Tax sleuths to go after GST dodgers

The basic framework of these cases have some common features, tax department officials said.

Update: 2019-11-28 21:13 GMT
This aspect is exploited and it promotes the generation of fake invoices to claim input tax credit.

Kolkata: Tax sleuths across the country are girding up their loins to put checks and balances on growing cases of fake invoices in GST—fake B2B invoices and fake E-way bills— which are depriving State exchequers of increasingly larger amount.  The basic framework of these cases have some common features, tax department officials said.

“The fake invoices are mainly B2B invoices. Here a seller sells a product to the genuine buyer (say A), without raising an invoice. The products in question are generally intermediate goods (that are processed to make the final product) like plastic granules or metals, for which there is high demand but few suppliers. As no invoices are raised and no GST is collected in this transaction, this is the first leg where government loses its revenue,” these officials pointed out.

“Buyer A undertakes further sale of these goods without raising invoices. It may also collect GST from its buyer but may forgo this credit from the input tax, given that it is already earning huge profit and thus feels no need to set off his output tax or evade it,” they added.

It is known that every registered person (subject to conditions) can take credit of input tax on supply of goods or services to him, which are used or intended to be used in course or furtherance of business. Input tax credit can be used to offset the input tax with output tax. This aspect is exploited and it promotes the generation of fake invoices to claim input tax credit.
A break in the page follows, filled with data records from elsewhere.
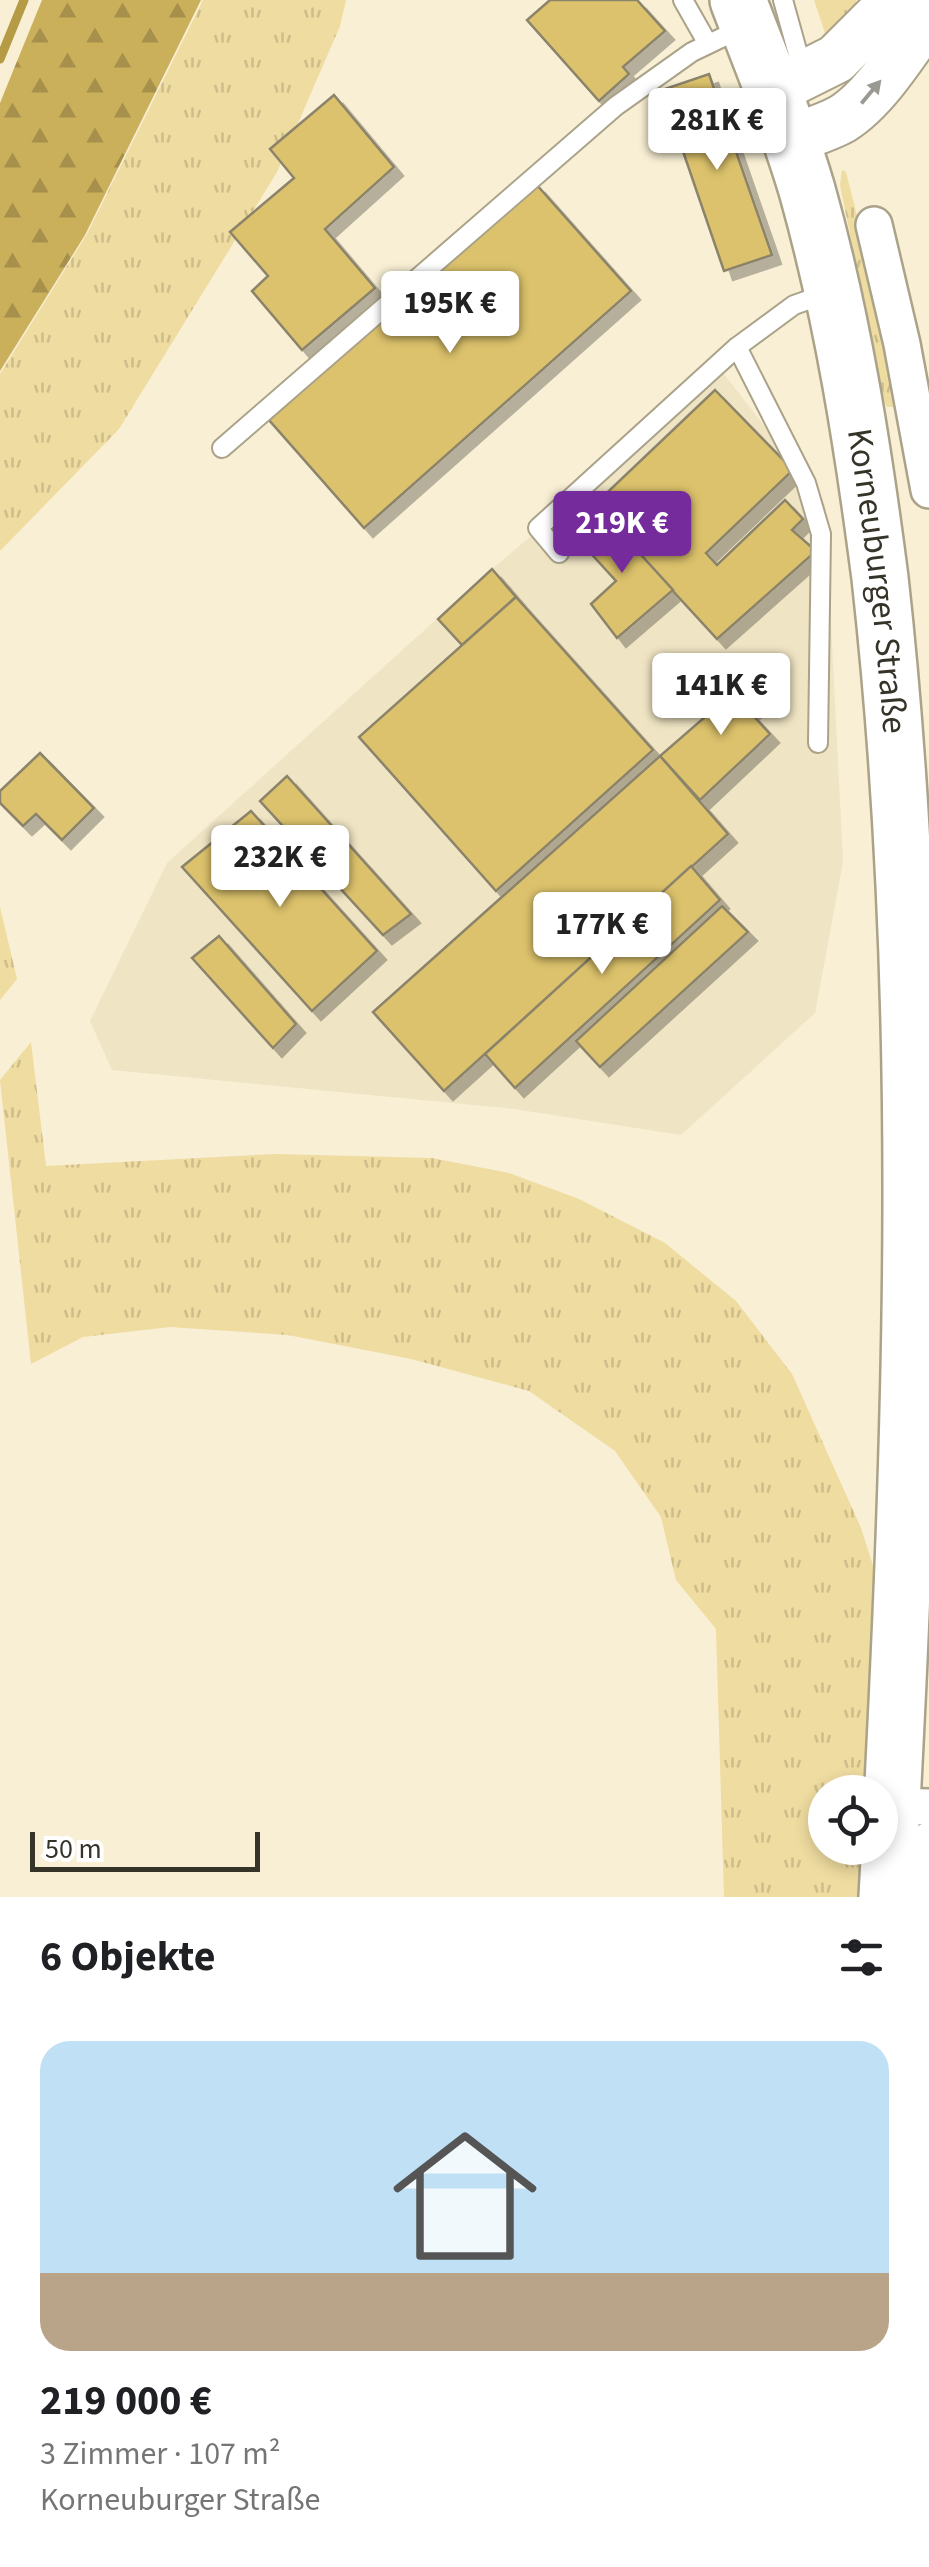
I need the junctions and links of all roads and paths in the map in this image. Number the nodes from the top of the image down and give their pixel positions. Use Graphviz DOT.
graph roads {
  1 [pos="683,0"];
  2 [pos="899,5"];
  3 [pos="744,17"];
  4 [pos="794,102"];
  5 [pos="874,225"];
  6 [pos="833,292"];
  7 [pos="737,347"];
  8 [pos="222,448"];
  9 [pos="864,454"];
  10 [pos="927,475"];
  11 [pos="559,553"];
  12 [pos="818,743"];
  13 [pos="917,1818"];
  14 [pos="887,1897"];
  15 [pos="926,1897"];
  1 -- 3 [label="lane"];
  2 -- 4 [label="main road"];
  4 -- 2 [label="main road, one-way"];
  3 -- 4 [label="main road, Korneuburger Straße"];
  3 -- 8 [label="lane"];
  4 -- 6 [label="main road, Korneuburger Straße"];
  5 -- 10 [label="street"];
  6 -- 7 [label="lane"];
  6 -- 9 [label="main road, Korneuburger Straße"];
  7 -- 11 [label="lane"];
  7 -- 12 [label="lane"];
  9 -- 10 [label="street"];
  9 -- 13 [label="main road, Korneuburger Straße"];
  13 -- 14 [label="main road, Korneuburger Straße"];
  13 -- 15 [label="street"];
}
Explaining the modus operandi, Arupa Banik, a young chartered accountant, said, “The seller enters into an agreement with another buyer (say B), who wants to evade GST and thus needs input tax credit (ITC), which is not actually due to him. Buyer B transfers the funds (as mentioned in the fake bills) through RTGS to the account of the seller. The seller, in turn, reimburses this amount to B in cash. The seller earns a commission from this bogus transaction, while Buyer B earns a net profit (amount of GST evaded in the form of ICT availed of, less the commission paid to the seller). Thus, the whole racket enriches the two unscrupulous parties, while leaving the government deprived of its revenue.”
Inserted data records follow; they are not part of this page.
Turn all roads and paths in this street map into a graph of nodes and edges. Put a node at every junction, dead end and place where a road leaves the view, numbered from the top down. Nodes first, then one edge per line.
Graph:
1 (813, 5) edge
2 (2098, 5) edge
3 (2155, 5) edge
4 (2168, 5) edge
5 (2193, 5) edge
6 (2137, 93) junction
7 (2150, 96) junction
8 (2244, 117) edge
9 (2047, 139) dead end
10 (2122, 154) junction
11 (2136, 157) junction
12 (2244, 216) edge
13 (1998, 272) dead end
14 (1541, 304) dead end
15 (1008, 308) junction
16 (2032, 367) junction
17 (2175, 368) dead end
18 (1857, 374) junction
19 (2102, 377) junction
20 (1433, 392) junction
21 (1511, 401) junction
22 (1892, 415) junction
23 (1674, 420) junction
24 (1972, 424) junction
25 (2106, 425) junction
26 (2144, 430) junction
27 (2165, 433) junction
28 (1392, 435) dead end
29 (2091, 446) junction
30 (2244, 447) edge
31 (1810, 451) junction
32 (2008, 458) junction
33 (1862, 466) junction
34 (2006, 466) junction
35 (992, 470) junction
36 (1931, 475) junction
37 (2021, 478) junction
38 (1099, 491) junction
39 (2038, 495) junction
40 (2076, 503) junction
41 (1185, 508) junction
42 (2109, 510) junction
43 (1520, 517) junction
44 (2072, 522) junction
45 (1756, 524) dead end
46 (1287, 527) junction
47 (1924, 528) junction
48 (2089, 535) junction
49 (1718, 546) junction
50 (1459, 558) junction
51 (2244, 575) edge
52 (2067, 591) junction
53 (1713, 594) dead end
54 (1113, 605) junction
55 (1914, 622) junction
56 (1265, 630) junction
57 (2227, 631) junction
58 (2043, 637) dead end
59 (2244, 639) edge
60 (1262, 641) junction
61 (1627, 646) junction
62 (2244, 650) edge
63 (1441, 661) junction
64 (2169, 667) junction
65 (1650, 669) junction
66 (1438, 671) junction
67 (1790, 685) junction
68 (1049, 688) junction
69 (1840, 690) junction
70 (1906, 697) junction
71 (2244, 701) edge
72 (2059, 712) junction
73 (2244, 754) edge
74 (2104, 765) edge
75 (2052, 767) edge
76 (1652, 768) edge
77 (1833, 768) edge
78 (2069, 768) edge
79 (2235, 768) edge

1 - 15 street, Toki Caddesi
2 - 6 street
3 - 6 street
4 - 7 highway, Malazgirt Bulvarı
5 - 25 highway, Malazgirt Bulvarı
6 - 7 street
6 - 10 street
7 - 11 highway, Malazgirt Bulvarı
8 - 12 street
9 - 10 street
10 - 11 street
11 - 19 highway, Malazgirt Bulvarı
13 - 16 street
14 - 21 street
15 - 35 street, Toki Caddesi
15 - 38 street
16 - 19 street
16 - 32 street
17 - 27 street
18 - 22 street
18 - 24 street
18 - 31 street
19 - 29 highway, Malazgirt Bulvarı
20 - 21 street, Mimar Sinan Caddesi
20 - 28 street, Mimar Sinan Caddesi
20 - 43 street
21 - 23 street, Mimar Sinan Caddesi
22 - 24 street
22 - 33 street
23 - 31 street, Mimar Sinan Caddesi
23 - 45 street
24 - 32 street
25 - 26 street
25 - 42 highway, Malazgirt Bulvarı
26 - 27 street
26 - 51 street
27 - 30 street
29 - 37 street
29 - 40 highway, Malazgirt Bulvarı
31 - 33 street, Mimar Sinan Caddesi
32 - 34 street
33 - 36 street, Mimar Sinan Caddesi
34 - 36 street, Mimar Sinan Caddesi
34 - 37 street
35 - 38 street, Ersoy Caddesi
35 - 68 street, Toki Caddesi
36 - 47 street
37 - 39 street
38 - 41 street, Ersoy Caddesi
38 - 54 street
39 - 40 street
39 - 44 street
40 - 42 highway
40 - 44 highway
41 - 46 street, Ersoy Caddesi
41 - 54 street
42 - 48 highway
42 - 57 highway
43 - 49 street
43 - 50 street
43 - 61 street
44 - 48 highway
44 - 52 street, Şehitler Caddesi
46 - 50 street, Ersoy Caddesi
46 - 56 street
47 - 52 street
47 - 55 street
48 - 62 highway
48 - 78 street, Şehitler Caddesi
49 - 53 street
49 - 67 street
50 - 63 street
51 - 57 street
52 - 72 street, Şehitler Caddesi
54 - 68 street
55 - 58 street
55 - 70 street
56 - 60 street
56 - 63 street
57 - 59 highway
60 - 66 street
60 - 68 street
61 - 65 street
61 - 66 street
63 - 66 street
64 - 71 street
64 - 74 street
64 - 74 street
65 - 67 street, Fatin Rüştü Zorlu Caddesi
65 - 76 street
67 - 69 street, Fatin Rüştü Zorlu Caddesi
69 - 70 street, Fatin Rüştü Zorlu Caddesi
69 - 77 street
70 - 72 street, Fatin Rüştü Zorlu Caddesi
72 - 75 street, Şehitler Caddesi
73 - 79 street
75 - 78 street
GST officials are also perturbed and are working on ways to curb raising fake invoice bills. “This is the issue of generation of fake e-way bills with the names of transporters, who are non-existent or not in business any longer. Since in most cases, the seller and the buyer B are in different states, to make the entire picture look real, the seller generates an e-way bill and furnishes details with respect to the fake consignment on the common GST portal and includes the name of a dummy transporter in the e-way bill,” said Banik.

The tax officials need to be more vigilant with respect to those bills which involve a consignment of exorbitant amount or where the volume and frequency of transactions are unusually high. The transporters mentioned in these e-way bills may be summoned and interrogated, which can help the department to track down the real defaulters and break through this whole sham transaction, she felt.